Yes! Use a large pot and double all ingredients.
Conclusion
This Easy Zuppa Toscana is warm, comforting, and packed with flavor, making it the perfect soup for any occasion! Whether you’re meal prepping, cooking for family, or just craving a cozy bowl, this quick 30-minute recipe is a must-try. Make it today and enjoy every creamy, savory spoonful!

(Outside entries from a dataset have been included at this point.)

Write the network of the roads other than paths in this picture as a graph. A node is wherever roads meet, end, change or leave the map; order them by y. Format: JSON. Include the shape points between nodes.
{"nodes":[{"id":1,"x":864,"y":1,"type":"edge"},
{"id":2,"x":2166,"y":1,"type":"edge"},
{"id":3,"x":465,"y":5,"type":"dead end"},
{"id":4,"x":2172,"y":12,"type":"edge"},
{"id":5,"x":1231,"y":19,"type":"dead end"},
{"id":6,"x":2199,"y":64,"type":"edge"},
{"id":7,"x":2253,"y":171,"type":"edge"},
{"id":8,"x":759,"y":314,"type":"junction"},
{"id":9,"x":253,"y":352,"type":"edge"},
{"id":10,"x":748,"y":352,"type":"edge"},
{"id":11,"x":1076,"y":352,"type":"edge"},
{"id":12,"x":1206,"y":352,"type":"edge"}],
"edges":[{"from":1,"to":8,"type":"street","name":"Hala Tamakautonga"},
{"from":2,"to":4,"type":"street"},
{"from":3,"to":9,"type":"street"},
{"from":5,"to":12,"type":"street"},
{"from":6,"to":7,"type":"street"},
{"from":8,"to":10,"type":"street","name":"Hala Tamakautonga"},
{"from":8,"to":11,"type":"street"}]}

PrintEasy Zuppa Toscana Recipe
This Easy Zuppa Toscana is a rich, creamy, and comforting soup, packed with Italian sausage, crispy bacon, tender potatoes, and fresh kale in a garlic-infused, creamy broth. A homemade version of the Olive Garden classic, this soup is hearty, flavorful, and ready in just 30 minutes!
- Prep Time: 10 minutes
- Cook Time: 20 minutes
- Total Time: 30 minutes
- Yield: 6-8 1x
- Category: Soup, Comfort Food
- Method: Stovetop
- Cuisine: Italian-American
Ingredients
- 1 lb Italian sausage (mild or spicy!)
- 4 strips bacon, chopped
- 1 small onion, diced
- 3 cloves garlic, minced
- 4 cups chicken broth
- 3 medium russet potatoes, thinly sliced (or diced for quicker cooking!)
- 1 tsp Italian seasoning
- ½ tsp crushed red pepper flakes (optional, for a little heat!)
- 3 cups kale, chopped (or baby spinach for a milder taste!)

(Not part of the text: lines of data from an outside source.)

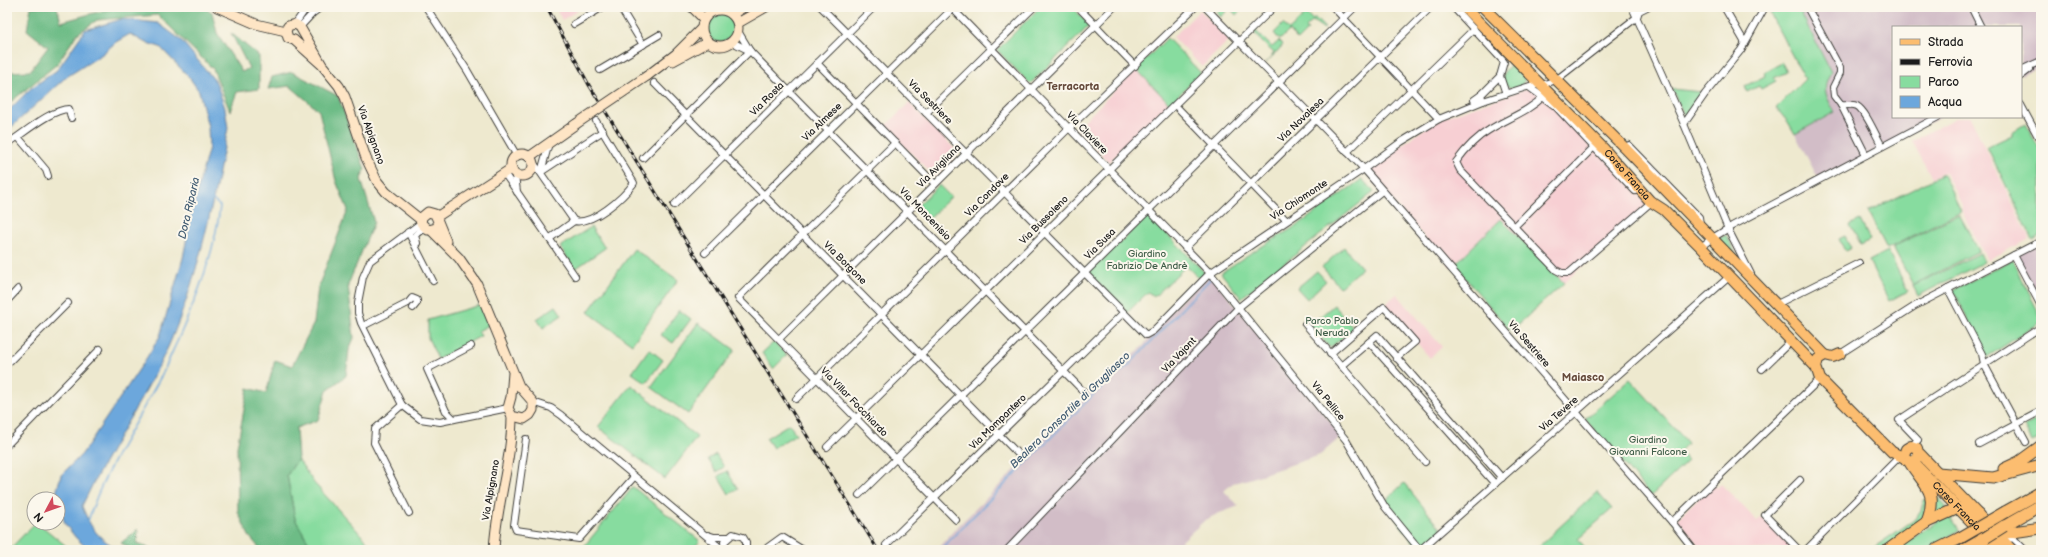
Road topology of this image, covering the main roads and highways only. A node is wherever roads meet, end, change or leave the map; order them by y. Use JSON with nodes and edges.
{"nodes":[{"id":1,"x":1464,"y":7,"type":"edge"},
{"id":2,"x":1483,"y":7,"type":"edge"},
{"id":3,"x":1840,"y":354,"type":"road end"},
{"id":4,"x":1824,"y":355,"type":"junction"},
{"id":5,"x":1816,"y":367,"type":"junction"},
{"id":6,"x":2041,"y":446,"type":"edge"},
{"id":7,"x":1910,"y":454,"type":"junction"},
{"id":8,"x":2041,"y":465,"type":"edge"},
{"id":9,"x":1938,"y":472,"type":"junction"},
{"id":10,"x":1973,"y":477,"type":"junction"},
{"id":11,"x":2041,"y":492,"type":"edge"},
{"id":12,"x":2041,"y":505,"type":"edge"},
{"id":13,"x":1958,"y":508,"type":"junction"},
{"id":14,"x":1978,"y":515,"type":"junction"},
{"id":15,"x":2008,"y":517,"type":"junction"},
{"id":16,"x":1928,"y":522,"type":"junction"},
{"id":17,"x":2041,"y":528,"type":"edge"},
{"id":18,"x":1992,"y":546,"type":"edge"},
{"id":19,"x":1889,"y":549,"type":"edge"},
{"id":20,"x":1936,"y":550,"type":"edge"},
{"id":21,"x":1964,"y":550,"type":"edge"},
{"id":22,"x":2012,"y":550,"type":"edge"}],
"edges":[{"from":1,"to":5,"type":"main road","name":"Corso Francia"},
{"from":2,"to":4,"type":"main road","name":"Corso Francia"},
{"from":3,"to":4,"type":"main road"},
{"from":4,"to":5,"type":"main road"},
{"from":5,"to":7,"type":"main road","name":"Corso Francia"},
{"from":6,"to":10,"type":"highway"},
{"from":7,"to":9,"type":"main road","name":"Corso Francia"},
{"from":7,"to":13,"type":"main road","name":"Corso Francia"},
{"from":7,"to":16,"type":"highway"},
{"from":8,"to":10,"type":"highway"},
{"from":9,"to":10,"type":"highway"},
{"from":9,"to":14,"type":"main road","name":"Corso Francia"},
{"from":11,"to":15,"type":"highway"},
{"from":12,"to":15,"type":"highway"},
{"from":13,"to":14,"type":"highway"},
{"from":13,"to":16,"type":"highway"},
{"from":13,"to":18,"type":"main road","name":"Corso Francia"},
{"from":14,"to":18,"type":"main road","name":"Corso Francia"},
{"from":15,"to":18,"type":"highway","bridge":true},
{"from":15,"to":20,"type":"highway","bridge":true},
{"from":16,"to":19,"type":"highway"},
{"from":17,"to":18,"type":"highway"},
{"from":18,"to":21,"type":"highway"},
{"from":18,"to":22,"type":"main road","name":"Corso Francia"}]}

- 1 cup heavy cream (or half-and-half for a lighter option!)
- Salt & black pepper, to taste
- ¼ cup grated Parmesan cheese (for serving, optional!)
Instructions
Step 1: Cook the Meat
- In a large pot or Dutch oven, cook bacon over medium heat until crispy (about 5 minutes). Remove and set aside.
- In the same pot, add Italian sausage, breaking it into crumbles as it cooks. Brown until fully cooked (about 5-7 minutes), then drain excess grease.
Step 2: Sauté the Aromatics
- Add diced onion to the pot and cook until soft (about 3 minutes).
- Stir in garlic, Italian seasoning, and red pepper flakes (if using), cooking for 30 seconds until fragrant.
Step 3: Simmer the Soup
- Pour in chicken broth and add sliced potatoes.
- Bring to a gentle boil, then reduce heat and simmer for 10-15 minutes, or until potatoes are tender.
Step 4: Add Kale & Cream
- Stir in chopped kale and cook for 2-3 minutes, until wilted.
- Lower heat and pour in heavy cream, stirring to combine.
- Add salt & black pepper to taste.
Step 5: Serve & Enjoy!
- Ladle soup into bowls and top with crispy bacon and Parmesan cheese.
- Serve warm with crusty bread or garlic bread!
Serving Suggestions
- With Garlic Bread: Perfect for soaking up the creamy broth!
- With a Salad: Serve alongside a simple Caesar or garden salad.
- With Extra Spice: Add a dash of hot sauce or extra red pepper flakes.
Notes
- Want it lighter? Use half-and-half instead of heavy cream, or swap potatoes for cauliflower.
- Dairy-free? Use coconut milk or cashew cream.
- More veggies? Add carrots, zucchini, or bell peppers for extra nutrition.
- Make it ahead! Store in the fridge for up to 3 days—flavors get even better over time!